Records excerpted from a collection:
◆ ◆ ◆ ◆ ◆
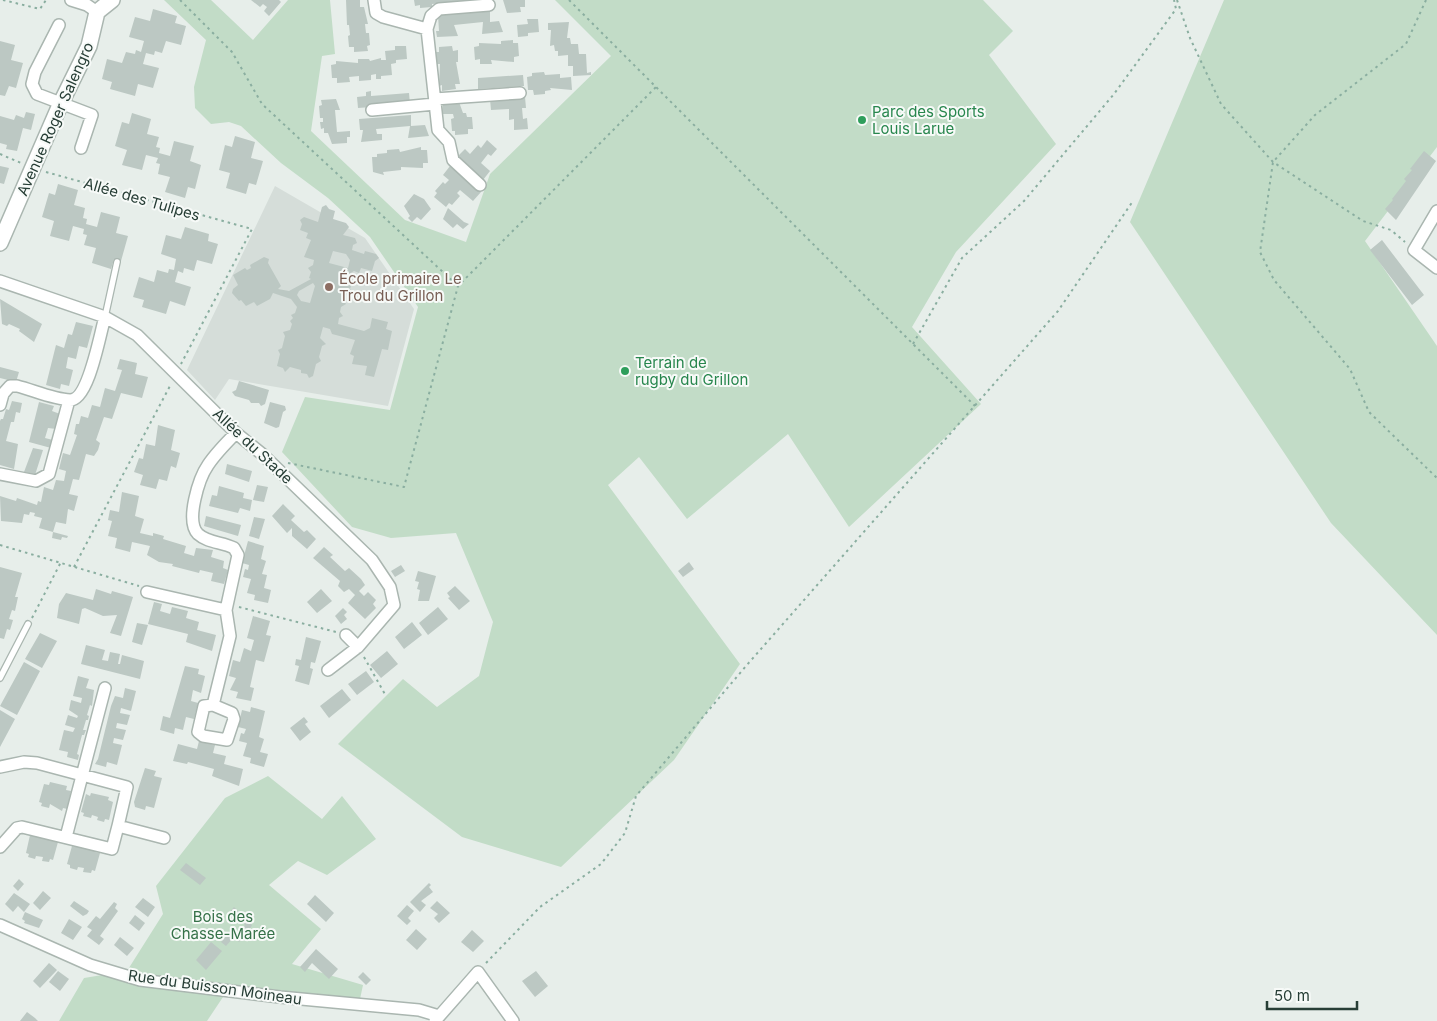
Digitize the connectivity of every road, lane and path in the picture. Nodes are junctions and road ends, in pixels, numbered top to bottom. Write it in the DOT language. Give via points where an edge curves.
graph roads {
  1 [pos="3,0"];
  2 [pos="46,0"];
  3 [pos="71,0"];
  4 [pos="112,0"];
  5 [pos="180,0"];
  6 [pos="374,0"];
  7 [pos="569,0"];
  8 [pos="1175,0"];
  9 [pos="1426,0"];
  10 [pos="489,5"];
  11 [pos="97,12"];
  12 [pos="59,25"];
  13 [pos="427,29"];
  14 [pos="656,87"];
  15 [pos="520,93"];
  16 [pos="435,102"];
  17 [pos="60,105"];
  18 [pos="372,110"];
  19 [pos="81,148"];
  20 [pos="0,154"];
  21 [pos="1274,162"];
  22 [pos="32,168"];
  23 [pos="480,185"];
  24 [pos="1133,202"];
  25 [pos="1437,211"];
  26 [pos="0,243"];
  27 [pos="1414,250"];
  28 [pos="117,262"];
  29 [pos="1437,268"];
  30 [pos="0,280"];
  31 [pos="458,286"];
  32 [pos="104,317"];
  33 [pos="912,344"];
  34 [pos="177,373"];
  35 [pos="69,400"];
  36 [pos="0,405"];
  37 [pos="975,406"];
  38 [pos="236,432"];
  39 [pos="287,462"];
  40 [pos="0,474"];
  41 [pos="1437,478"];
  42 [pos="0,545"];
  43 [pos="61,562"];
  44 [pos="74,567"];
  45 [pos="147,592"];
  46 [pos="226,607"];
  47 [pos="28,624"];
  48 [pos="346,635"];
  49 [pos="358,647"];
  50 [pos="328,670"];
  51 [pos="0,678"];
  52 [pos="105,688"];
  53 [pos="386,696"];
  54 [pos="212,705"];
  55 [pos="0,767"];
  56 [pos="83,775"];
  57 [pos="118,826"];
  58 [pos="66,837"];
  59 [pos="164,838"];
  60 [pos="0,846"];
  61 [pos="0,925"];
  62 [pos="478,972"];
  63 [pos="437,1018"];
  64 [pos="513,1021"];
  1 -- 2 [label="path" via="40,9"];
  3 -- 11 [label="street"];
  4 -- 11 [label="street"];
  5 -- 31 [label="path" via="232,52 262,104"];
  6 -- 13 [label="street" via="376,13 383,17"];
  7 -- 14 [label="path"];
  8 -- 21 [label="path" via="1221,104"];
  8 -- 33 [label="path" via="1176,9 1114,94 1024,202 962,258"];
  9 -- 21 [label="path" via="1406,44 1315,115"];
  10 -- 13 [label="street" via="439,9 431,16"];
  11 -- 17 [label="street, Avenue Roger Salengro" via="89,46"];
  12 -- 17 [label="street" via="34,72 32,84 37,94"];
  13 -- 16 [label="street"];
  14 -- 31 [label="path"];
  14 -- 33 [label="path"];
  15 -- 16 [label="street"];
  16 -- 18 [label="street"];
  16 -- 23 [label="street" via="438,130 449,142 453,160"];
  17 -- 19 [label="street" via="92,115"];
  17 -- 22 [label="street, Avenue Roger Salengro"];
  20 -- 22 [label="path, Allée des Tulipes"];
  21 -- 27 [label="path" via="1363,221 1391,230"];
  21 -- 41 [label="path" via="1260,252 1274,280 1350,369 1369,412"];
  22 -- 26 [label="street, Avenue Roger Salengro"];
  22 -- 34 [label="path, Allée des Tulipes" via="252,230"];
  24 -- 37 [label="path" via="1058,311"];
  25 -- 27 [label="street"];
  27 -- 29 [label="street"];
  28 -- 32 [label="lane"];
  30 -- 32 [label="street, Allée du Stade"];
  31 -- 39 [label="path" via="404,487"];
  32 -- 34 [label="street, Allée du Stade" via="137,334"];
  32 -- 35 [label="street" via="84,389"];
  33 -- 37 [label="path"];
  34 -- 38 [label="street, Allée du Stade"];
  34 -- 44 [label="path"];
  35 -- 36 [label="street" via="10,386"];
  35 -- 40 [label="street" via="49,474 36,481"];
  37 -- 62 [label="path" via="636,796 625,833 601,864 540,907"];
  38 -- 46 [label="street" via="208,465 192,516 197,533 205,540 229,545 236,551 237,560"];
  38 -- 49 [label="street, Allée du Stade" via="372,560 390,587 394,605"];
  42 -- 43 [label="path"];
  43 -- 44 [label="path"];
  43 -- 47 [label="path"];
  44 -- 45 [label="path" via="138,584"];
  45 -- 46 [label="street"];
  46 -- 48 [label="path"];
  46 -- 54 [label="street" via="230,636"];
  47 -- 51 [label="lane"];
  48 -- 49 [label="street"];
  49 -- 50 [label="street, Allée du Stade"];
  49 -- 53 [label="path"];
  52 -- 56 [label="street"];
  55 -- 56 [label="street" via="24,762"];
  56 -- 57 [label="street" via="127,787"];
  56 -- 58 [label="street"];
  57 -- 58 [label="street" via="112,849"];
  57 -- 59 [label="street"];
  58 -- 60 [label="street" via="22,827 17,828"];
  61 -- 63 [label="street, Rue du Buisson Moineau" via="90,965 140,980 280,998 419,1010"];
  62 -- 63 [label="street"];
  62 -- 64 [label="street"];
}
◆ ◆ ◆ ◆ ◆
**EXERCISE DETAILS:**
Select every line of the records holding the string "Salengro".

**SOLUTION TO THE PROBLEM:**
  11 -- 17 [label="street, Avenue Roger Salengro" via="89,46"];
  17 -- 22 [label="street, Avenue Roger Salengro"];
  22 -- 26 [label="street, Avenue Roger Salengro"];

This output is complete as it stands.